→ **Saved data entries**
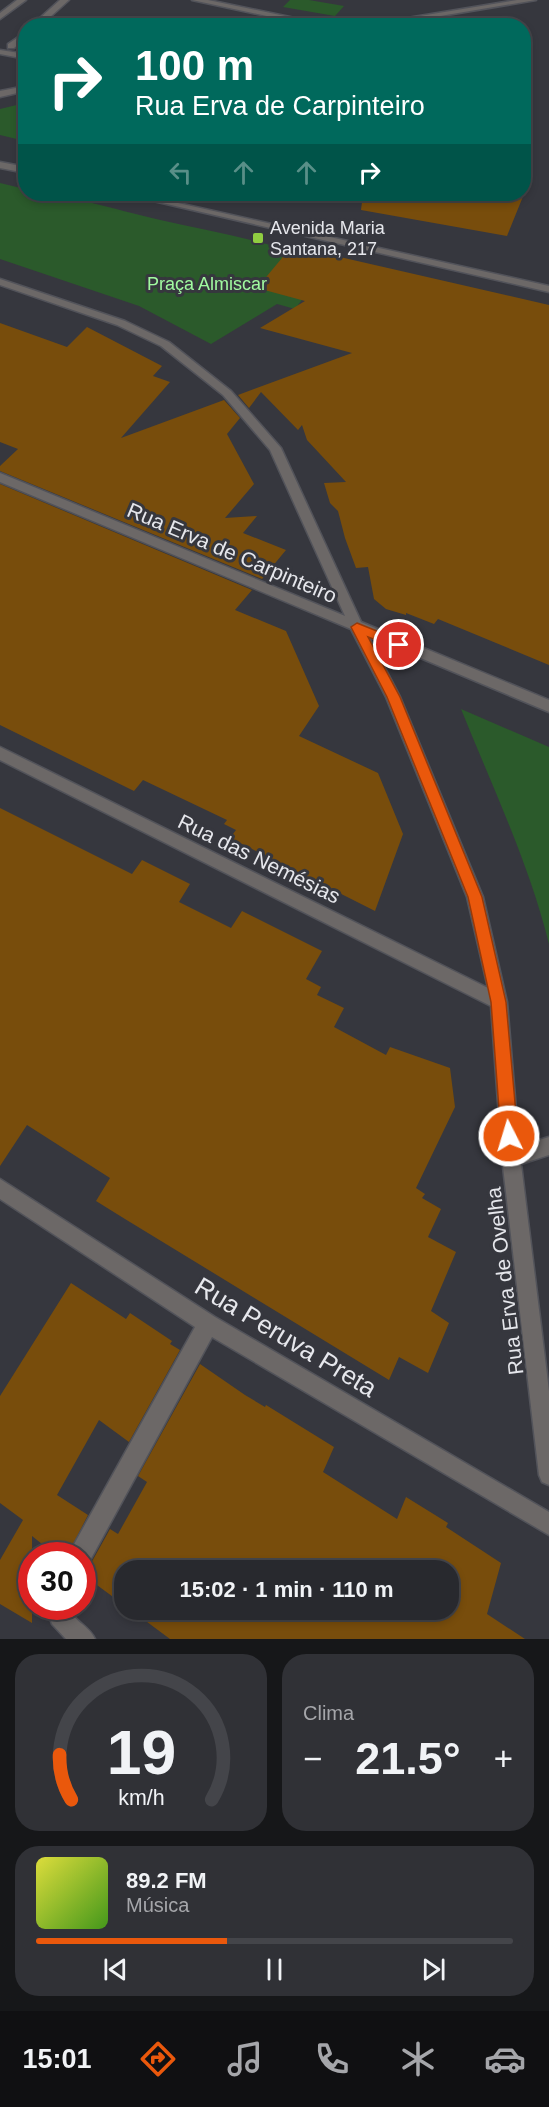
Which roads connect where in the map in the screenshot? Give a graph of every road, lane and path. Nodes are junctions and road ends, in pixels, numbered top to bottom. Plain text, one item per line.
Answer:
1 (22, 0) edge
2 (65, 0) edge
3 (196, 0) edge
4 (532, 0) edge
5 (0, 17) edge
6 (44, 18) edge
7 (288, 18) edge
8 (415, 18) edge
9 (18, 40) edge
10 (0, 44) edge
11 (11, 46) junction
12 (18, 47) edge
13 (0, 52) edge
14 (18, 55) edge
15 (18, 90) edge
16 (0, 94) edge
17 (0, 165) edge
18 (18, 168) edge
19 (172, 201) edge
20 (0, 282) edge
21 (549, 289) edge
22 (0, 477) edge
23 (357, 627) junction
24 (549, 706) edge
25 (0, 753) edge
26 (499, 1002) junction
27 (549, 1146) edge
28 (511, 1158) junction
29 (0, 1188) edge
30 (208, 1323) junction
31 (549, 1475) edge
32 (549, 1524) edge
33 (88, 1542) edge
34 (62, 1620) edge
35 (84, 1639) edge

1 - 5 street
2 - 6 street
3 - 7 street
4 - 8 street
9 - 11 street
10 - 11 street
11 - 12 street
13 - 14 street
15 - 16 street
17 - 18 street
19 - 21 street
20 - 23 street, Rua Erva de Ovelha
22 - 23 street, Rua Erva de Carpinteiro
23 - 24 street, Rua Erva de Carpinteiro
23 - 26 street, Rua Erva de Ovelha
25 - 26 street, Rua das Nemésias
26 - 28 street, Rua Erva de Ovelha
27 - 28 street
28 - 31 street, Rua Erva de Ovelha
29 - 30 street, Rua Peruva Preta
30 - 32 street, Rua Peruva Preta
30 - 33 street
34 - 35 street

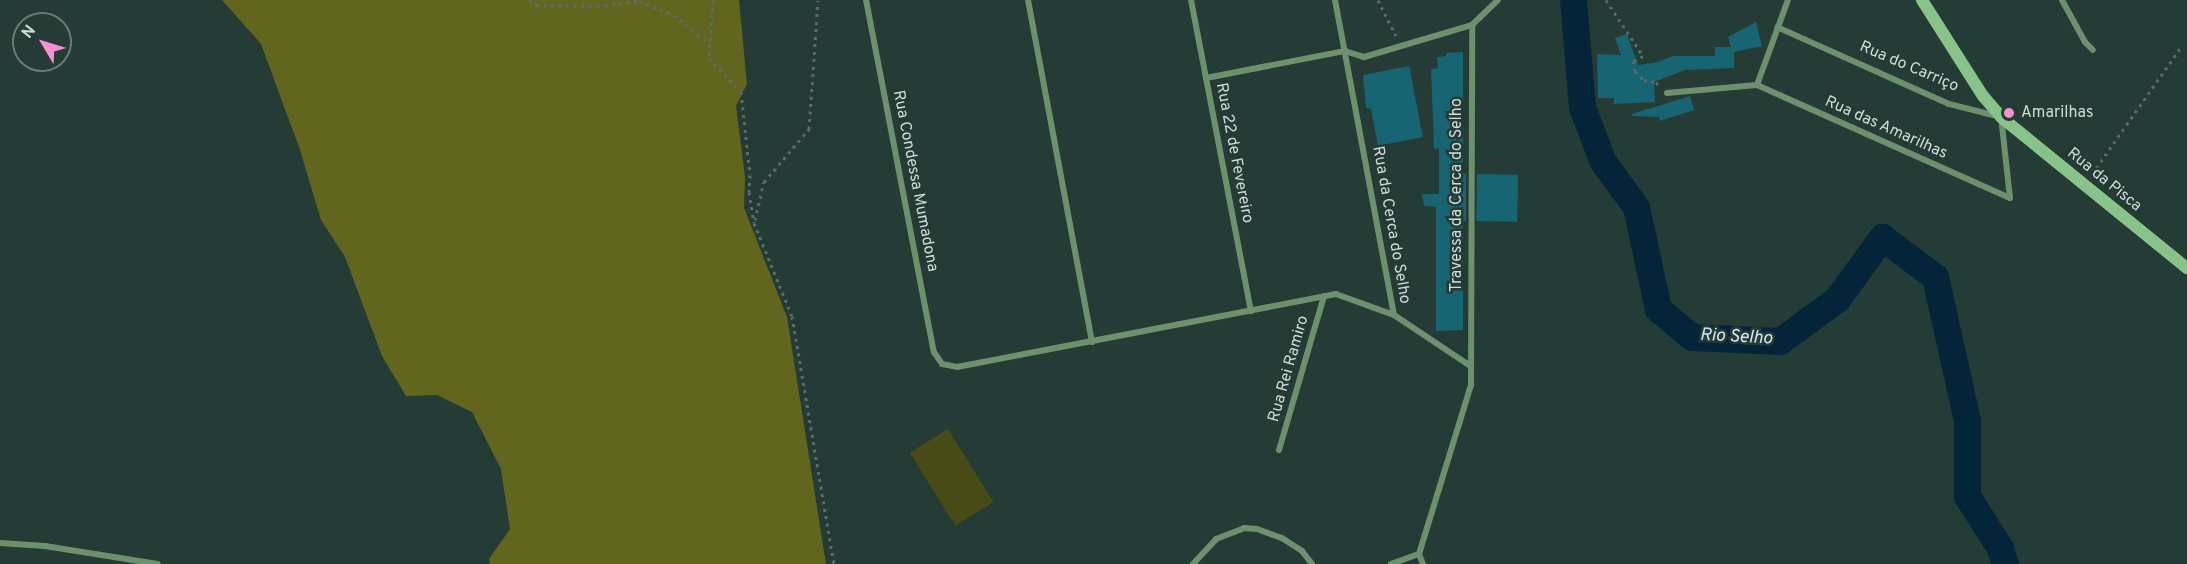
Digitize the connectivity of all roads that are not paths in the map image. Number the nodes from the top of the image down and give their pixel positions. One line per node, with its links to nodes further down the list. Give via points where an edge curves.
1 (866, 0): 21 (street, Rua Condessa Mumadona, via 934,352 942,364 957,367)
2 (1028, 0): 21 (street)
3 (1191, 0): 13 (street, Rua 22 de Fevereiro)
4 (1335, 0): 12 (street, Rua da Cerca do Selho)
5 (1498, 0): 9 (street)
6 (1788, 0): 10 (street)
7 (1922, 0): 16 (street, Rua do Carriço, via 1983,96)
8 (2062, 0): 11 (street)
9 (1472, 25): 12 (street, via 1364,57); 22 (street, Travessa da Cerca do Selho)
10 (1777, 27): 14 (street); 16 (street, Rua do Carriço, via 1949,104)
11 (2093, 50)
12 (1345, 51): 13 (street); 20 (street, Rua da Cerca do Selho)
13 (1206, 78): 19 (street, Rua 22 de Fevereiro)
14 (1757, 85): 15 (street, Rua das Amarilhas); 16 (street, Rua das Amarilhas, via 2010,198)
15 (1665, 92)
16 (2001, 117): 17 (street, Rua da Pisca)
17 (2187, 268)
18 (1324, 296): 19 (street); 20 (street, via 1336,294); 23 (street, Rua Rei Ramiro)
19 (1251, 311): 21 (street)
20 (1394, 315): 22 (street, Rua da Cerca do Selho)
21 (1092, 342)
22 (1469, 365): 25 (street, via 1471,385)
23 (1280, 450)
24 (0, 543): 26 (street)
25 (1419, 554): 29 (street); 30 (street)
26 (158, 564)
27 (1193, 564): 28 (street, via 1216,539 1244,528 1282,537)
28 (1312, 564)
29 (1391, 564)
30 (1423, 564)

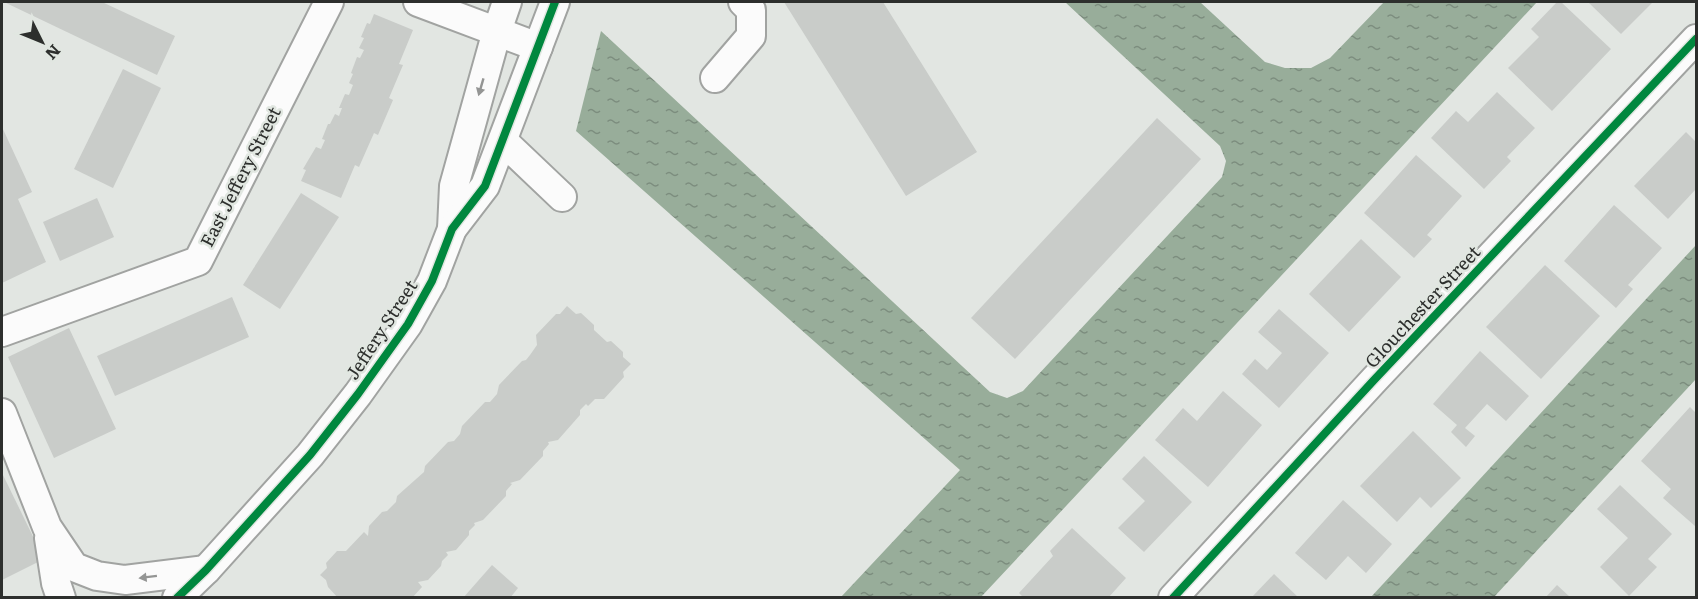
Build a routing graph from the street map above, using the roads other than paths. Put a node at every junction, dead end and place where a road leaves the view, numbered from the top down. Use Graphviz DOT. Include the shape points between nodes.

→ **EXERCISE DIRECTIONS**
If a line in the records above has the word "graph", copy it out.

→ **ANSWER**
Which roads connect where in the map in the screenshot? Give a graph of every road, lane and path. Nodes are junctions and road ends, in pixels, numbered top to bottom. Plain text, one item per line.
Build a routing graph from the street map above, using the roads other than paths. Put a node at every junction, dead end and place where a road leaves the view, numbered from the top down. Use Graphviz DOT. Include the shape points between nodes.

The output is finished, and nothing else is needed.